Soweit ich über die Sekundärliteratur informiert bin, ist es nicht unüblich, Boethius als "letzten antiken Philosoph und ersten Scholastiker" zu bezeichnen. Es ist weder verwirrend noch inhaltlich auf jeden Fall falsch. Zur Begründung: Boethius war einerseits, wie ja auch aus dem Artikel deutlich wird, mit Arbeiten zu Aristoteles beschäftigt und kannte daher die griechische Tradition und andererseits beschäftigte er sich aber auch mit dem christlichen Glauben. Ich empfehle hierzu die Lektüre des theologischen Traktats Nummer 5 gegen Nestorius und Eytuchen, indem er sich einerseits mit griechischer Begriffsgeschichte und andererseits mit christlichen Dogmen ausseinandersetzt und ganz nebenbei den Personenbegriff, der, und auch das widerspricht meinem Vorredner, durchaus auch über das Mittelalter hinaus, viel Beachtung fand. Er gilt heute als einer der ersten brauchbaren Begriffe für die Definition einer Person. Ansonsten bestätige ich aber das "Verwaistsein" des Artikels. Da ich gerade etwas an Boethius arbeite, werde ich versuchen hier etwas zu helfen, sobald möglich. --141.35.20.90 19:31, 12. Okt. 2009 (CEST)

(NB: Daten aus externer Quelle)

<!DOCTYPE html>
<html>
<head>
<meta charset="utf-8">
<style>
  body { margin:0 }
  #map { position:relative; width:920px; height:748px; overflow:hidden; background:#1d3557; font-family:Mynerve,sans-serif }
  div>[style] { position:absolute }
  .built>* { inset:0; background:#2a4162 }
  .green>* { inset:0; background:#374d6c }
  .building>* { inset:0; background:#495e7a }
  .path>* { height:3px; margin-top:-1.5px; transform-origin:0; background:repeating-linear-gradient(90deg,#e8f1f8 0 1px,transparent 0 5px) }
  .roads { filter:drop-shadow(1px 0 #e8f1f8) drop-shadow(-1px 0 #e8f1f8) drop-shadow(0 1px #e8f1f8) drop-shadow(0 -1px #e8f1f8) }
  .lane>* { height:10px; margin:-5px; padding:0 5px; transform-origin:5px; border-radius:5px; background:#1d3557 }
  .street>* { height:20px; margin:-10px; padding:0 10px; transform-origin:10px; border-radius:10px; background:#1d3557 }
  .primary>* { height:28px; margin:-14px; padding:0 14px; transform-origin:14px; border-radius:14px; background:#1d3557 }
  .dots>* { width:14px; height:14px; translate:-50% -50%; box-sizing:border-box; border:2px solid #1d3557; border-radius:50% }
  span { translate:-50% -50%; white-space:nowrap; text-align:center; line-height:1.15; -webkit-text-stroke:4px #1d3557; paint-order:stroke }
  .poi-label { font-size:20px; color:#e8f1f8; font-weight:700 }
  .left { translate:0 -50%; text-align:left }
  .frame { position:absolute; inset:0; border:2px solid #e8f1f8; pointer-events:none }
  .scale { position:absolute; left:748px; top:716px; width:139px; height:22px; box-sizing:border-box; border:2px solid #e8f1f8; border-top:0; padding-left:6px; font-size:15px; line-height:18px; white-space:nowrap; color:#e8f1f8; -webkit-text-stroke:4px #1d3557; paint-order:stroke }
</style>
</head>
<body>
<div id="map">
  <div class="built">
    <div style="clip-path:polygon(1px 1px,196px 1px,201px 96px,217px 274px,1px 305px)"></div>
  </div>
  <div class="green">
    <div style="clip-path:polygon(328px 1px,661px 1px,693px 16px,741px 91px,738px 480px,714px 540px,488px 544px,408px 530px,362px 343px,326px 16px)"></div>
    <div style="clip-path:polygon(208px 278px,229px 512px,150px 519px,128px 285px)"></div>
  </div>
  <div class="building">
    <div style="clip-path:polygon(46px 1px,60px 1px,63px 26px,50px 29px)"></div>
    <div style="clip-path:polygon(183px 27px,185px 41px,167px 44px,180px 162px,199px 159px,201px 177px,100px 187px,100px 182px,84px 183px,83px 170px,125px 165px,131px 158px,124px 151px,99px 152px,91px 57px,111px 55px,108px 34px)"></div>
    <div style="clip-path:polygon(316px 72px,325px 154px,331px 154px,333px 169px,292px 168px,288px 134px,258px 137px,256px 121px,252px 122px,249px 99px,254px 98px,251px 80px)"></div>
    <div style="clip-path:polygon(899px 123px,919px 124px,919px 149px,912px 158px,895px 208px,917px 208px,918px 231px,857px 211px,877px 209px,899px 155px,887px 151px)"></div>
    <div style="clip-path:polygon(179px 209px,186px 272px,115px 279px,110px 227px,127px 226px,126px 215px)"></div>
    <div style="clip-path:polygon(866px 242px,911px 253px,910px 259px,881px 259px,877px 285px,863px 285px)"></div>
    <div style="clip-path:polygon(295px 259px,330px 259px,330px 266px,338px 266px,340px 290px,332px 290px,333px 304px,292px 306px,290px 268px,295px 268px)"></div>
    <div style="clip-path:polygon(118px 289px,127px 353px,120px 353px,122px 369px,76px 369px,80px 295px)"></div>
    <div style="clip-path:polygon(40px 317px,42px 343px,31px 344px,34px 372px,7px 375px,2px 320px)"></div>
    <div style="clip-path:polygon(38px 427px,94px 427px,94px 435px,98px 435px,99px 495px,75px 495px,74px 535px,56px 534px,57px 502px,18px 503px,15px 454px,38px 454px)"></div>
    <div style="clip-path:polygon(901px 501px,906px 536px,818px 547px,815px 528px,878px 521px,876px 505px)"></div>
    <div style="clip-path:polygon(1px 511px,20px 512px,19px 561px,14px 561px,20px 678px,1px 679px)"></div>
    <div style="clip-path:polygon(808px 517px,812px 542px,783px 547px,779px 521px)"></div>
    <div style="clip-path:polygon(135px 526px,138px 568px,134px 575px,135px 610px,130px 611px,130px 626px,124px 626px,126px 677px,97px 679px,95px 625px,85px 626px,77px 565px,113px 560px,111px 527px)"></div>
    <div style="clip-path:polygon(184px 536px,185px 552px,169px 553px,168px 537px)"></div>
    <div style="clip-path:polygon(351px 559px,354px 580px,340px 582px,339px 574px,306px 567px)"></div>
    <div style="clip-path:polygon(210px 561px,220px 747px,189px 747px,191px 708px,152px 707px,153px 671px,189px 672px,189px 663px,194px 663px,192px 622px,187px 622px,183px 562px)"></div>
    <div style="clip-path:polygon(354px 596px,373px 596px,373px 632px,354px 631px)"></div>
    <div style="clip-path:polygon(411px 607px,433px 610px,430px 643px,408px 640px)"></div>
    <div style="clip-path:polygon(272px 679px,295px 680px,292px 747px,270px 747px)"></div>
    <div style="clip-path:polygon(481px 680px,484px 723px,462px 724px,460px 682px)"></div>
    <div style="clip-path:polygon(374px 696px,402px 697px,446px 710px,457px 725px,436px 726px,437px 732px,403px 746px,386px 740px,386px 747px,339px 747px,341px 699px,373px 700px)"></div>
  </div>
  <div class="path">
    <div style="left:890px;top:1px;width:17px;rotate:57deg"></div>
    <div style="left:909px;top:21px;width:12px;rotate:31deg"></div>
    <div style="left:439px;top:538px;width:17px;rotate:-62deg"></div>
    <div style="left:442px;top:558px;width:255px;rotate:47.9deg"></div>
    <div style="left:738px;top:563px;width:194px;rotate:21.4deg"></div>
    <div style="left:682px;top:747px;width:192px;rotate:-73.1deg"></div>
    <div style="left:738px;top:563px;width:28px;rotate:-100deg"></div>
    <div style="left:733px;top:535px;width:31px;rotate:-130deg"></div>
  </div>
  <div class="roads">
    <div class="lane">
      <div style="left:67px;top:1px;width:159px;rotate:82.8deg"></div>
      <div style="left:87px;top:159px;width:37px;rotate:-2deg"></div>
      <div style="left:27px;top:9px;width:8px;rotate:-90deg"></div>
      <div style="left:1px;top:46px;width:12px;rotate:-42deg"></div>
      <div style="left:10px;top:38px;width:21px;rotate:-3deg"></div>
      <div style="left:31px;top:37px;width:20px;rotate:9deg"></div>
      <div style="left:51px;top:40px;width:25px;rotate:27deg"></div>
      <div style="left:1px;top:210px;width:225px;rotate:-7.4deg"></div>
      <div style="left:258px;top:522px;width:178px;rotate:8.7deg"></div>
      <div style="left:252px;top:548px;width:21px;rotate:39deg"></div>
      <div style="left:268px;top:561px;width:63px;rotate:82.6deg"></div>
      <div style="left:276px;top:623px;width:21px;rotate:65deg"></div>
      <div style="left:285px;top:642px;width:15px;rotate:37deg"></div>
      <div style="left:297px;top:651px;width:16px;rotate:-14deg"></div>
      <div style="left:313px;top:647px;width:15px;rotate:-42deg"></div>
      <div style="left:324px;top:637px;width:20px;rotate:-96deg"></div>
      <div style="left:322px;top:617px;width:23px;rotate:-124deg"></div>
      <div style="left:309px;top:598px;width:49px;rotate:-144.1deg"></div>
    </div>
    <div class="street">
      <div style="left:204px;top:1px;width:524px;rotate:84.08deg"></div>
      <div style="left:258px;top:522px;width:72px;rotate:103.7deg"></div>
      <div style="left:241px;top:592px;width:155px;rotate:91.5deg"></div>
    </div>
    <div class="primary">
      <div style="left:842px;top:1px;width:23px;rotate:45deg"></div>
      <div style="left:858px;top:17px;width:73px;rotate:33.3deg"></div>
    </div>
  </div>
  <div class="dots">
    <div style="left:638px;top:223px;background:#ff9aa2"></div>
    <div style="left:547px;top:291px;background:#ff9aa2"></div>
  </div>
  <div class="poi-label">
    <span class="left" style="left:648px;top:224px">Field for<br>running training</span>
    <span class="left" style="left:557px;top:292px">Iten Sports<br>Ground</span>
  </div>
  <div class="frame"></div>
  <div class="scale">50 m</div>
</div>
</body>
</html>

Ob die Bezeichnung als "erster Scholastiker" berechtigt ist, dafür gibt es ein ganz einfaches Kriterium: Man finde ein renommiertes aktuelles (nicht rund ein Jahrhundert altes) Nachschlagewerk zur Philosophiegeschichte, in welchem im Abschnitt bzw. Artikel "Scholastik" sinngemäß steht: "Die Scholastik begann im 6. Jahrhundert mit Boethius". Wenn es Konsens der Scholastikforscher ist (oder zumindest Überzeugung einer ansehnlichen Minderheit unter ihnen), daß die Epoche der Scholastik im 6. Jahrhundert begonnen hat, dann schreiben wir das. Richtig ist, daß "erster Scholastiker" eine sehr saloppe und sehr schiefe Bezeichnung für Boethius ist, so wie man diese oder jene Persönlichkeit der Spätantike gern als "letzten Römer" bezeichnet. (Wenn man allerdings definiert: "Scholastiker = christlicher Philosoph, der sich mit Aristoteles beschäftigt", dann war Boethius Scholastiker, und dann war sein nur wenig jüngerer Zeitgenosse Johannes Philoponos ebenfalls Scholastiker. Nur findet man diese Scholastikerdefinition nicht in der Fachliteratur zur Scholastik.)
Ähnlich steht es mit dem "letzten antiken Philosophen". Wenn Boethius (gestorben spätestens 526) der "letzte antike Philosoph" war, dann waren logischerweise Simplikios († um 560), Damaskios († nach 538) und Johannes Philoponos († um 570) keine Philosophen, denn die antike Philosophie endete ja mit dem Tod des Boethius spätestens 526. Fragt sich nur: Wenn sie keine Philosophen waren, was waren sie dann? Kurzum: die Aussage "Der letzte antike Philosoph war zugleich der erste Scholastiker" eignet sich vielleicht als Überschrift für einen Feuilletonartikel. Unsere Qualitätsansprüche sind höher.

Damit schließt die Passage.